REQUIREMENT:
Copy each line containing the word "Include" from the records that follow, please.

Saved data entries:
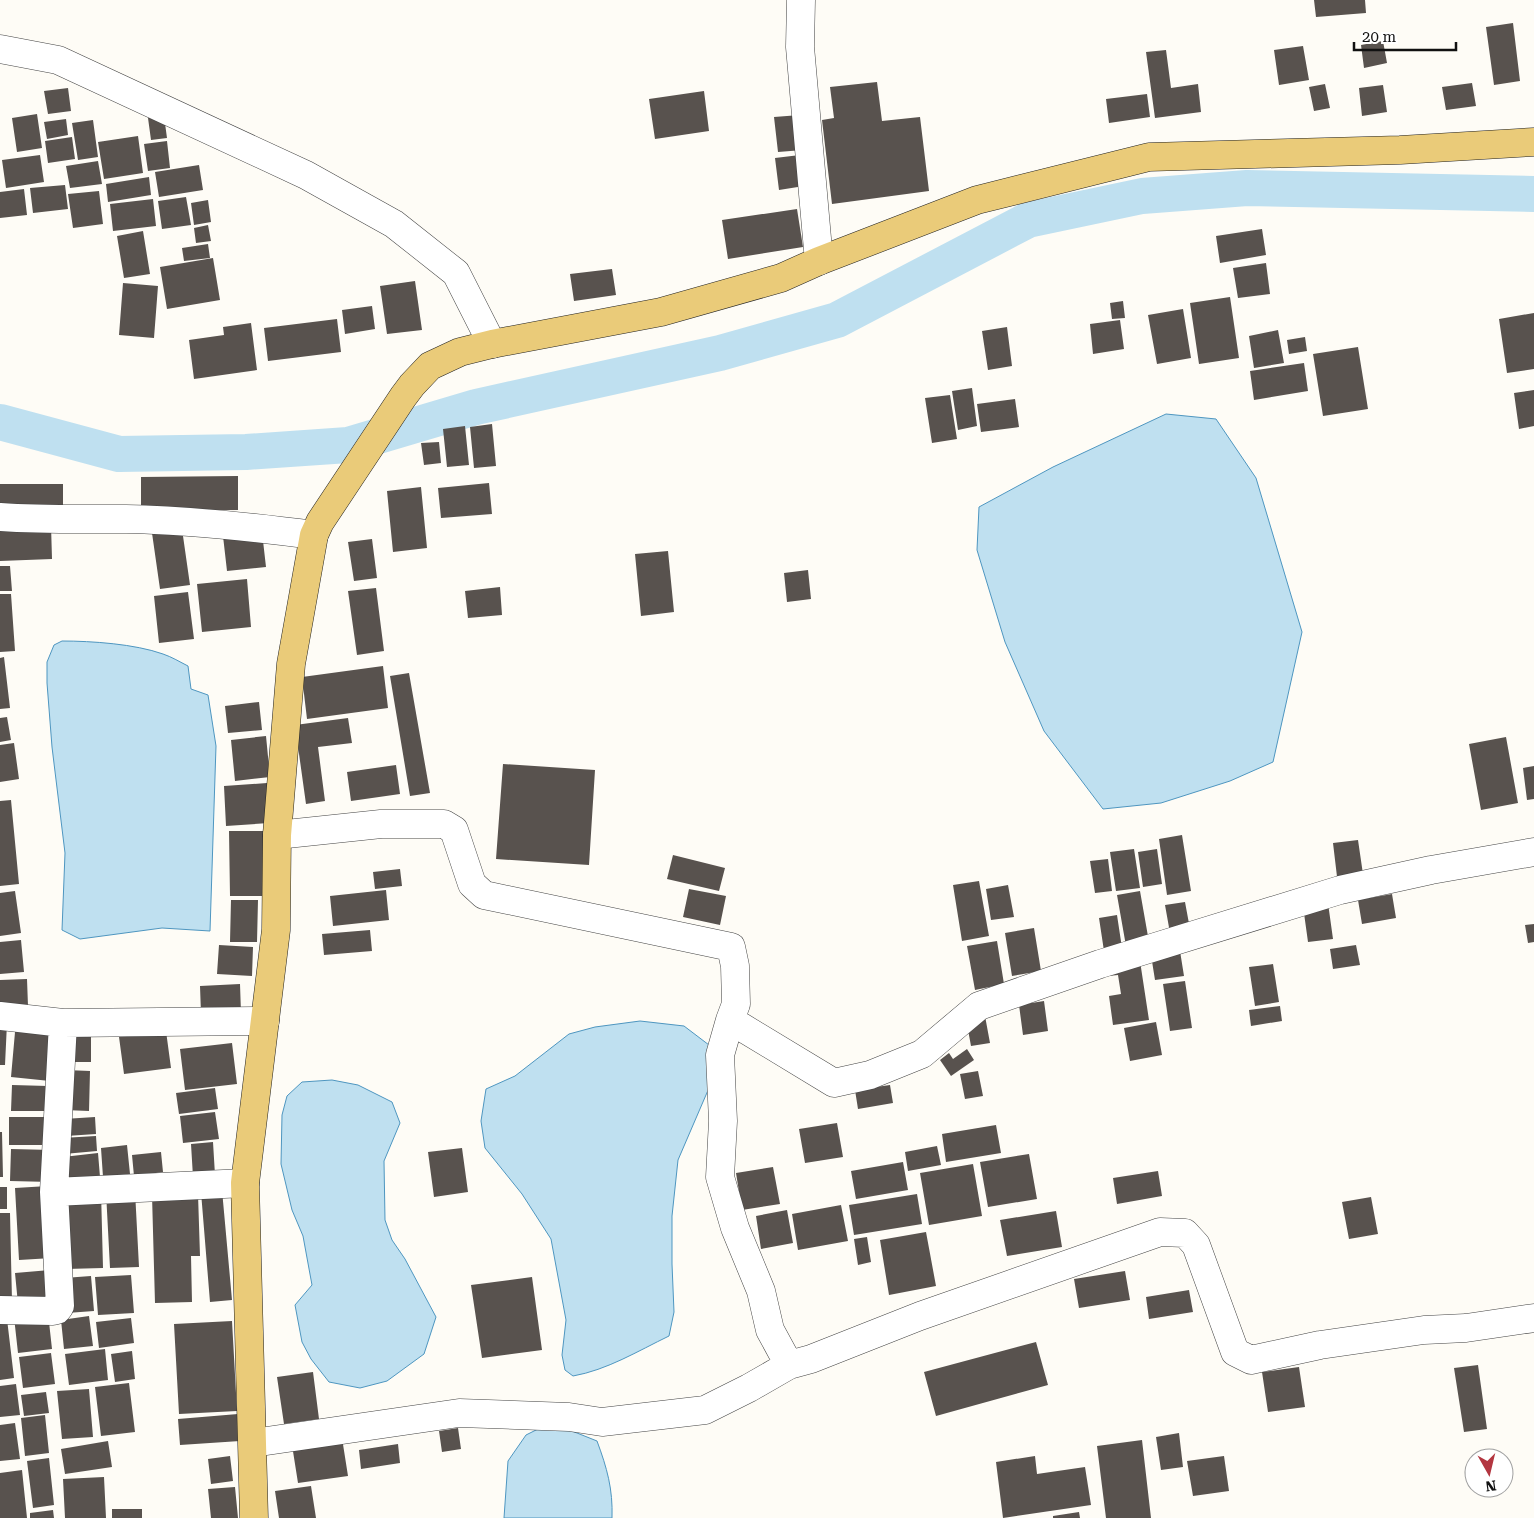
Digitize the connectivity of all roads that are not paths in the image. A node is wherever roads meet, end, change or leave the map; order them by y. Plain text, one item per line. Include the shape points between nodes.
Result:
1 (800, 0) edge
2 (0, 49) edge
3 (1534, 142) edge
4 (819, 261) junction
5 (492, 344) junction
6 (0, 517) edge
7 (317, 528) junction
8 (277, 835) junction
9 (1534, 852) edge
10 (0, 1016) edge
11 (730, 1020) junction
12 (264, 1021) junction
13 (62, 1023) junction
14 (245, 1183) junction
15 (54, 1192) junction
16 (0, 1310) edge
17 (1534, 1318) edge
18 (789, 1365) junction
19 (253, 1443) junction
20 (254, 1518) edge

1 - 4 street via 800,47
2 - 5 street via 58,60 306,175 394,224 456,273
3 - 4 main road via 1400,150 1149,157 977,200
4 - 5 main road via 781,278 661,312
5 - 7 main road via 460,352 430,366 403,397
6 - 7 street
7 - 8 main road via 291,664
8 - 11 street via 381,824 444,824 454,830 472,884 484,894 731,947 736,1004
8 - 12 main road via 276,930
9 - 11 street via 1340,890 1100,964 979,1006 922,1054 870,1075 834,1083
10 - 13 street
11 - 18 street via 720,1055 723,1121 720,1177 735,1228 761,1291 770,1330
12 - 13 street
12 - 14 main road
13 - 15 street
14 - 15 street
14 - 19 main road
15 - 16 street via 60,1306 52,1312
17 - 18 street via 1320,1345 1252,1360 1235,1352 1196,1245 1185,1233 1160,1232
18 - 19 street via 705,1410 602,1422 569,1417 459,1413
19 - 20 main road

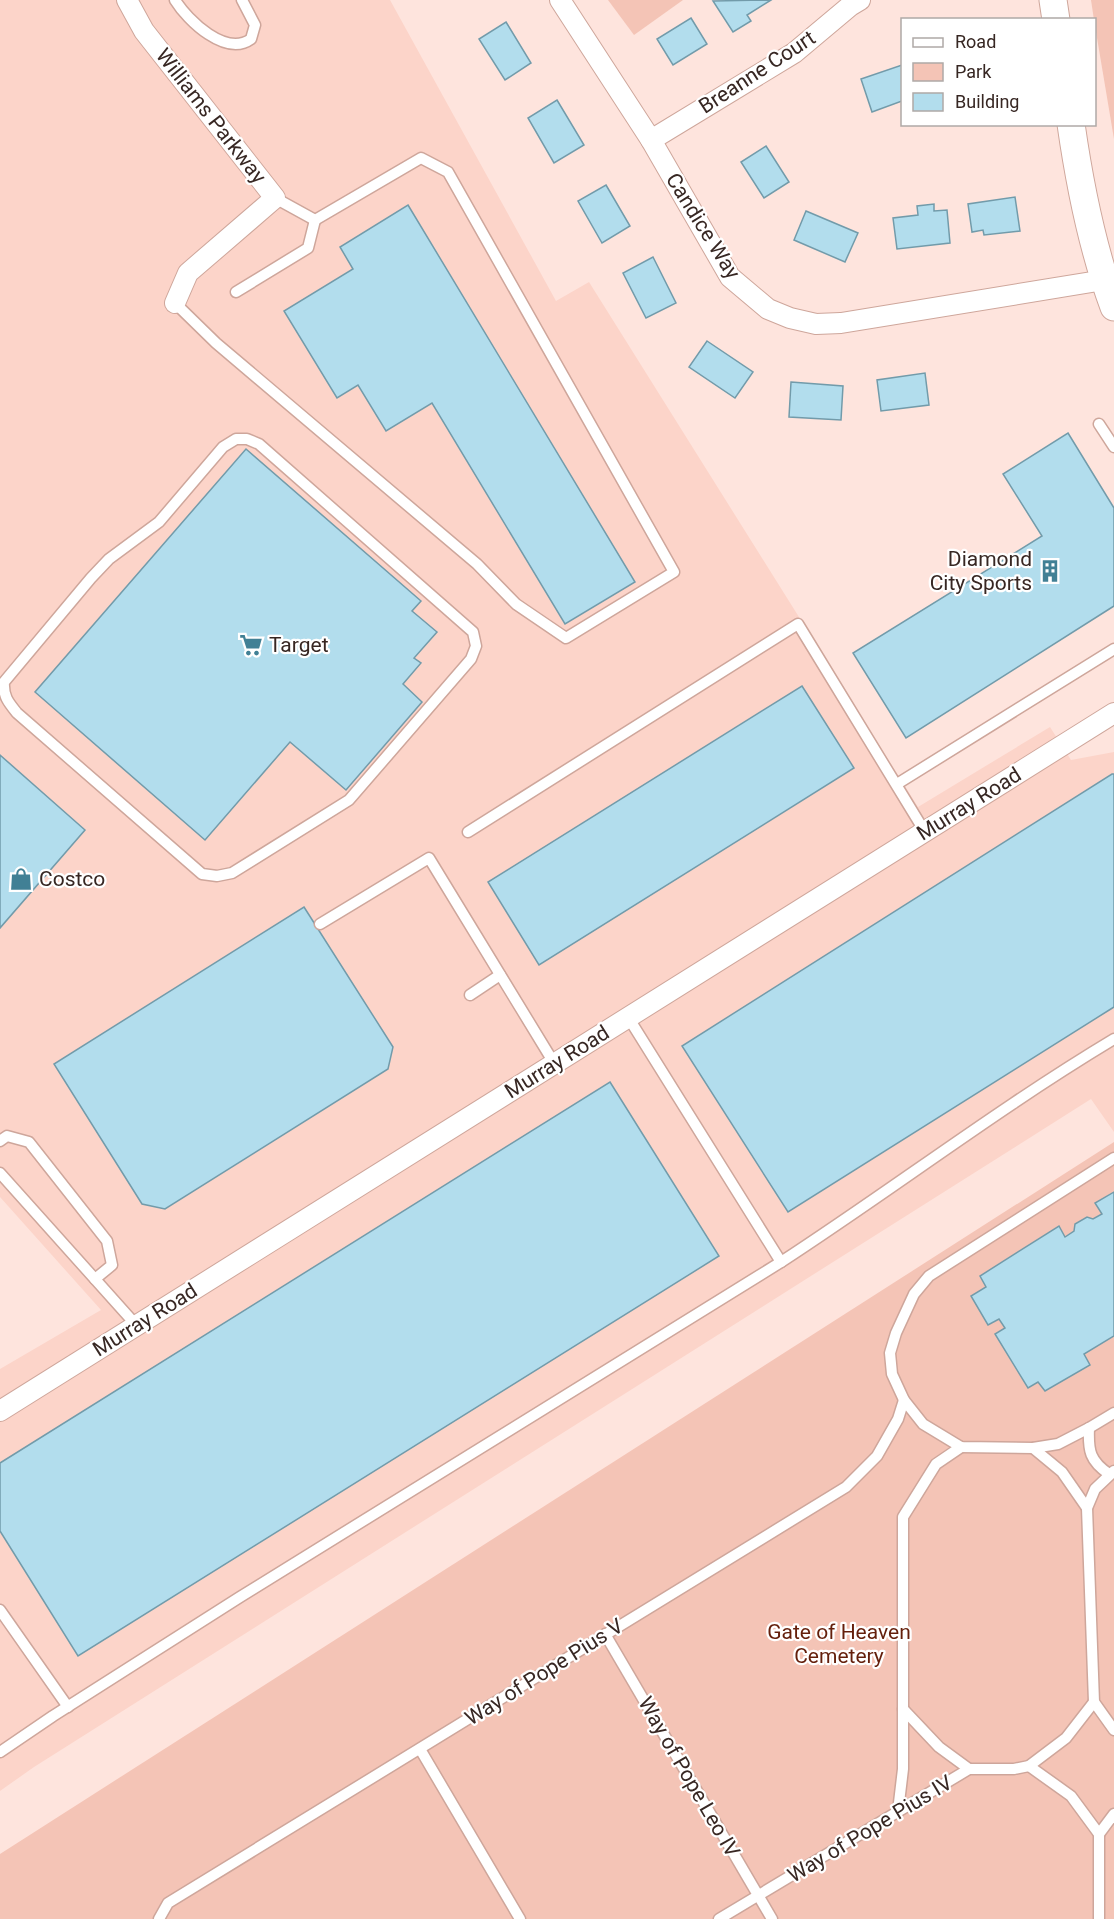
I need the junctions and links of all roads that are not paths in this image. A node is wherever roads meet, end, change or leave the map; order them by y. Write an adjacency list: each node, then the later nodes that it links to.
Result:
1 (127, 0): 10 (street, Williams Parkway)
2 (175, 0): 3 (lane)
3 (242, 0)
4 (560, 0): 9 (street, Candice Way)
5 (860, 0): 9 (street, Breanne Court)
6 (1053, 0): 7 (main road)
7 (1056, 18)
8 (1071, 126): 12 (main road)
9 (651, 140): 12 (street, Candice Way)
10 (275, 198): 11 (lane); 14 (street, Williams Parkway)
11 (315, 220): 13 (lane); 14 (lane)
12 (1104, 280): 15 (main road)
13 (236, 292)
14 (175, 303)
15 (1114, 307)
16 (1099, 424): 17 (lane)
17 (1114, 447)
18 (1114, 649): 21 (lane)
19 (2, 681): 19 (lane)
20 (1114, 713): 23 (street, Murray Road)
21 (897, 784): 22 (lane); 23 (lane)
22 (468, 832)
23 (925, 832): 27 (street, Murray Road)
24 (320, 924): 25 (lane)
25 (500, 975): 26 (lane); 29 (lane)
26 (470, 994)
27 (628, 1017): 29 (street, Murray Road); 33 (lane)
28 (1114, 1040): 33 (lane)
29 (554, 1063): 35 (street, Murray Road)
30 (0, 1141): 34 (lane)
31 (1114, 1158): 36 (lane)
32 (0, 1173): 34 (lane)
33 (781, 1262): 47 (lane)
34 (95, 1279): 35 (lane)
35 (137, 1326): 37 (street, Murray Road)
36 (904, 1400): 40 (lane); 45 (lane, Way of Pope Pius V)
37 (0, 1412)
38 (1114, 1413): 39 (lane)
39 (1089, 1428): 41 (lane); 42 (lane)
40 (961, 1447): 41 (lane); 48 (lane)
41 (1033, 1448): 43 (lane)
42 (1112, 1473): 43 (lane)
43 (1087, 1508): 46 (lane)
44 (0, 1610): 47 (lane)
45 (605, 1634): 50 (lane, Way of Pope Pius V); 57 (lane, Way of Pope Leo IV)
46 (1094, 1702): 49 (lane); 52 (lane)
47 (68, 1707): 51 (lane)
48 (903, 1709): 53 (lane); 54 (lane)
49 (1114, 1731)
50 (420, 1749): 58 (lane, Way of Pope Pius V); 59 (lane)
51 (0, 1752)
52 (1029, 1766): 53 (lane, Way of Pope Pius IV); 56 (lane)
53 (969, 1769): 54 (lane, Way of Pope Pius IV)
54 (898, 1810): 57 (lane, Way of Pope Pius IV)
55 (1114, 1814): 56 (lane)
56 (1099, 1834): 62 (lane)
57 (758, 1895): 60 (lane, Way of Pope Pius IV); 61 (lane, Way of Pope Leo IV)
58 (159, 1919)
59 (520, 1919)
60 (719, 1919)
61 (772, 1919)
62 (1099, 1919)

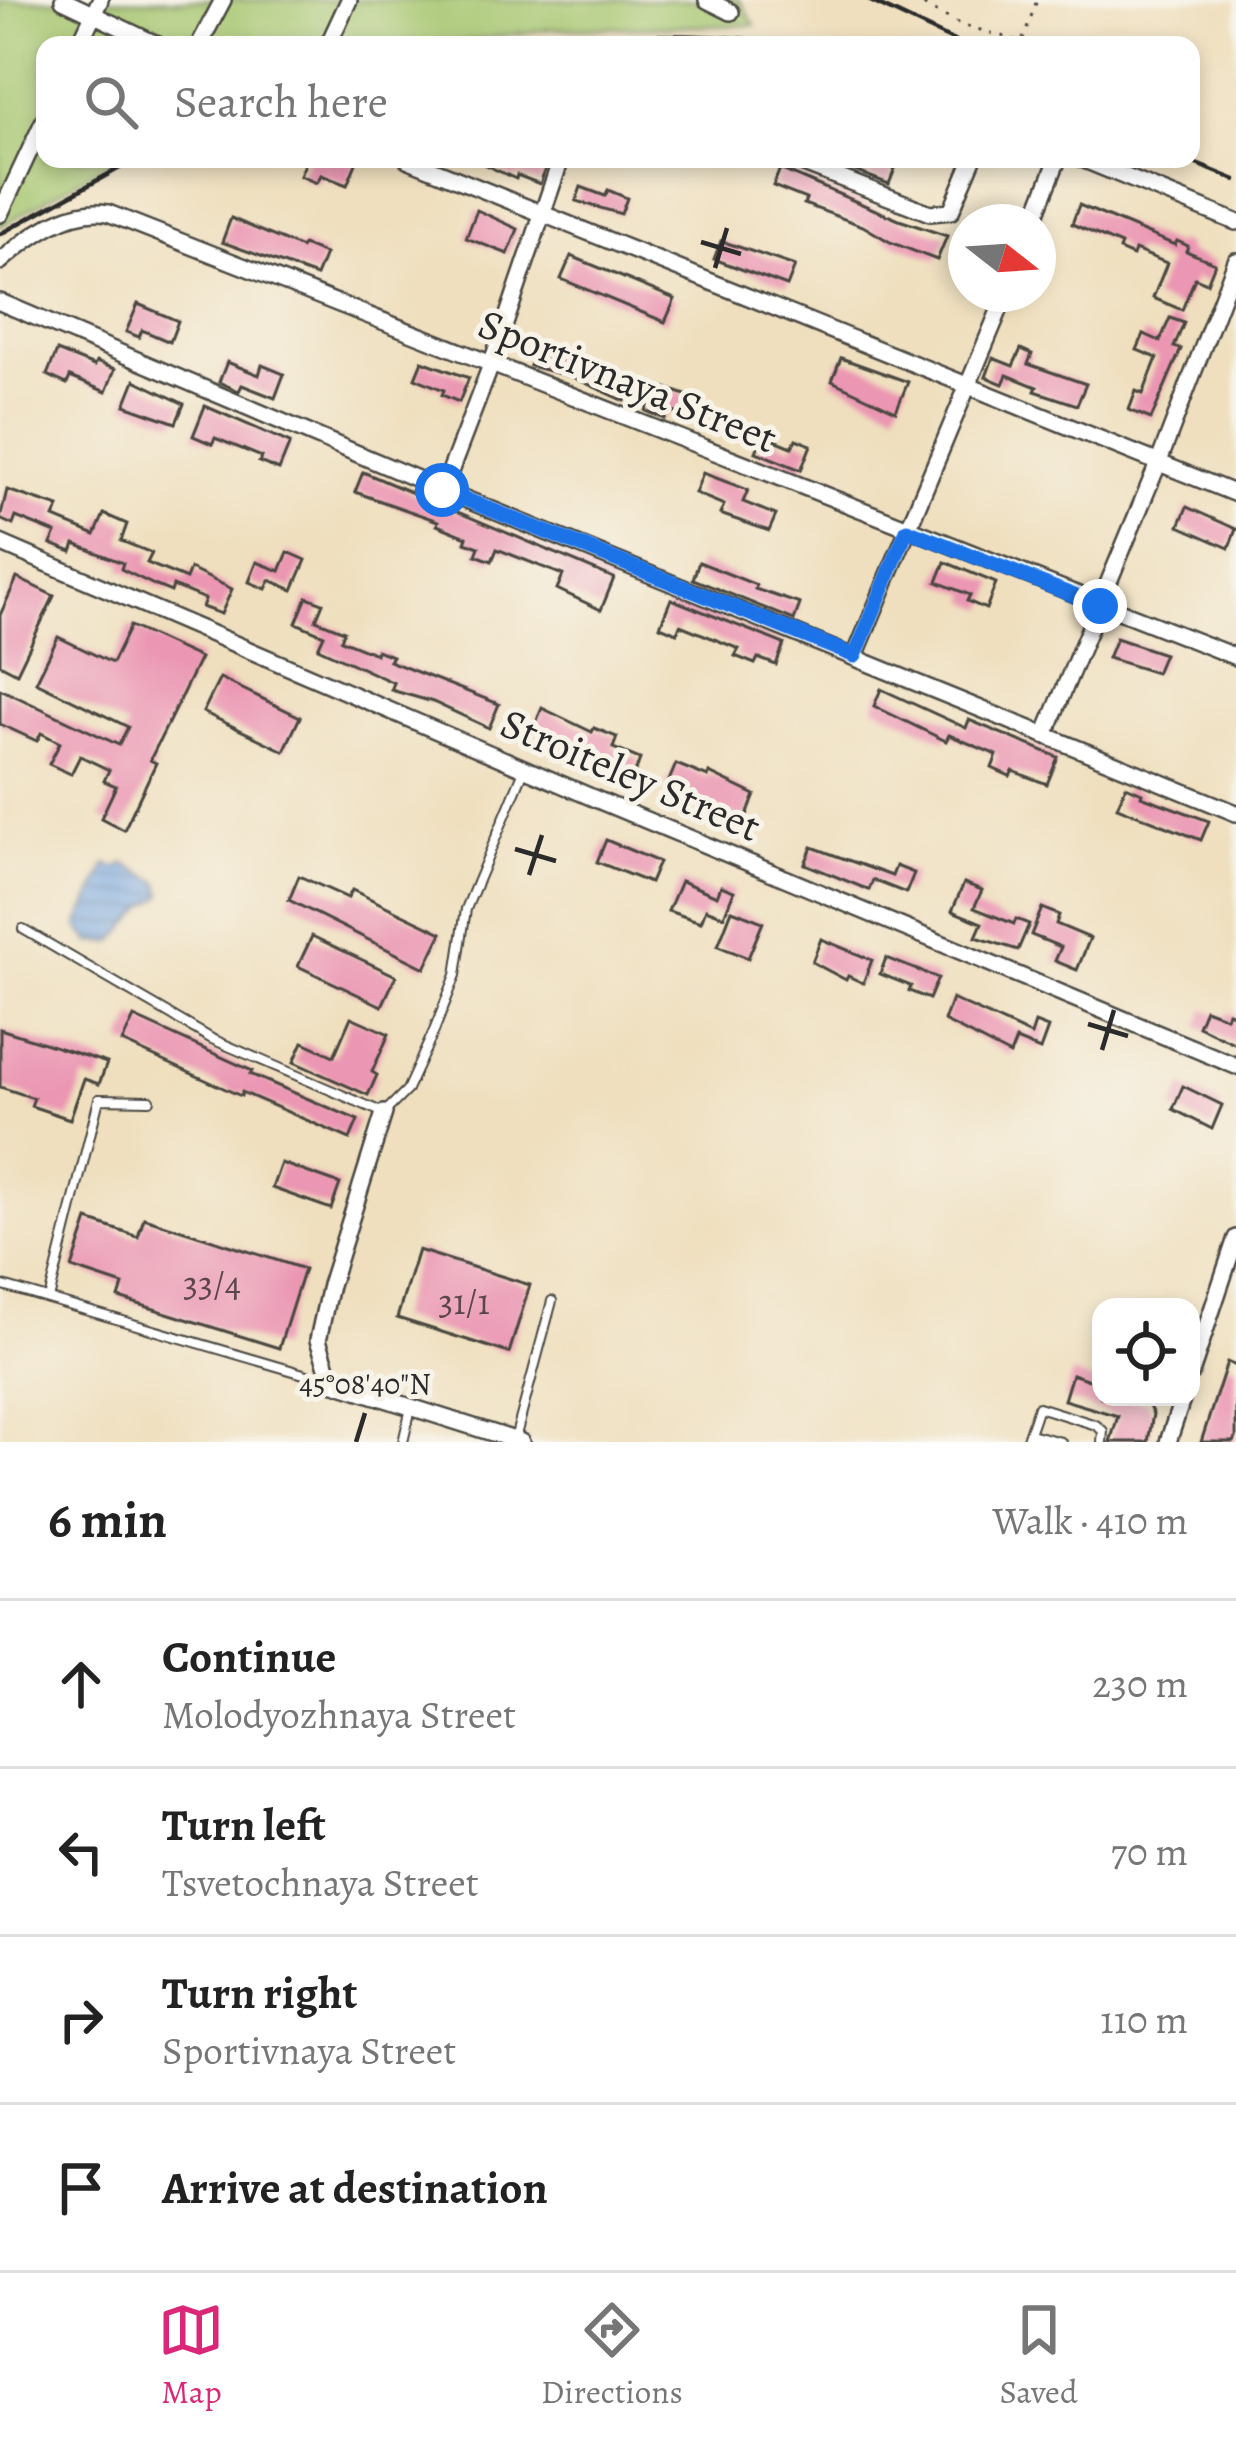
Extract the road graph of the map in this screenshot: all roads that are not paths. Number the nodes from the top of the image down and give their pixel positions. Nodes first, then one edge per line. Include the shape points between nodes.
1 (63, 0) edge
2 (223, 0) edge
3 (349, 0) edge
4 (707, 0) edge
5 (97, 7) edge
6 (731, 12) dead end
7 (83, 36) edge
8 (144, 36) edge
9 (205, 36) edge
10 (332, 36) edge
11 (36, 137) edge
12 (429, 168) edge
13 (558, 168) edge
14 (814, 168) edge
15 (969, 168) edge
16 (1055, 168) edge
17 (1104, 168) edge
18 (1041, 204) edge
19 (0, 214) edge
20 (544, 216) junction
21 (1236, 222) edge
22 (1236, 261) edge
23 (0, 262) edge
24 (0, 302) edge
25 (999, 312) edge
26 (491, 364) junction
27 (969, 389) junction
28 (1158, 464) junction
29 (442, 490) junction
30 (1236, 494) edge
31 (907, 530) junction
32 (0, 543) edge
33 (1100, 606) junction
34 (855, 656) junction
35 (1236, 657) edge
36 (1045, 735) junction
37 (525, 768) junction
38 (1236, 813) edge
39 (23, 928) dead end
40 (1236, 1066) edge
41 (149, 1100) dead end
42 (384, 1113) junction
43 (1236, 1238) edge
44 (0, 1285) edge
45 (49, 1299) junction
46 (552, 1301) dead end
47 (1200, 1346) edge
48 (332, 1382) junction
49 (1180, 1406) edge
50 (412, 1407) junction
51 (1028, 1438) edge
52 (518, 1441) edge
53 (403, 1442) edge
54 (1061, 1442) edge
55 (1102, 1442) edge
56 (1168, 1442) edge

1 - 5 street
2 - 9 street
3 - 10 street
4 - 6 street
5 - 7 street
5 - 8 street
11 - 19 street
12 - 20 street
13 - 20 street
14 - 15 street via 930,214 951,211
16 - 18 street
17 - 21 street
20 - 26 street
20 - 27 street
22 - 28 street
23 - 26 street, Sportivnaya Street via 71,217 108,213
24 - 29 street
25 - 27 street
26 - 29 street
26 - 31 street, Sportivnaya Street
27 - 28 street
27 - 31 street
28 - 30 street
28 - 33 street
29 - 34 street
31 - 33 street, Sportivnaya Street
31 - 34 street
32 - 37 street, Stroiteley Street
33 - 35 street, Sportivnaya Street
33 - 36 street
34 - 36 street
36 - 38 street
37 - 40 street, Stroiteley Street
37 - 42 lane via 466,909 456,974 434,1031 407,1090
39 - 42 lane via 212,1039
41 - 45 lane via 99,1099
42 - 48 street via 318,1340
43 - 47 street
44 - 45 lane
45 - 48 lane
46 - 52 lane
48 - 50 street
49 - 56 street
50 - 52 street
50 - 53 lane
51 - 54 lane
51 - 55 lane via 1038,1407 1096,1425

SOLUTION TO THE EXERCISE:
Digitize the connectivity of all roads that are not paths in the image. A node is wherever roads meet, end, change or leave the map; order them by y. Plain text, one item per line. Include the shape points between nodes.
Extract the road graph of the map in this screenshot: all roads that are not paths. Number the nodes from the top of the image down and give their pixel positions. Nodes first, then one edge per line. Include the shape points between nodes.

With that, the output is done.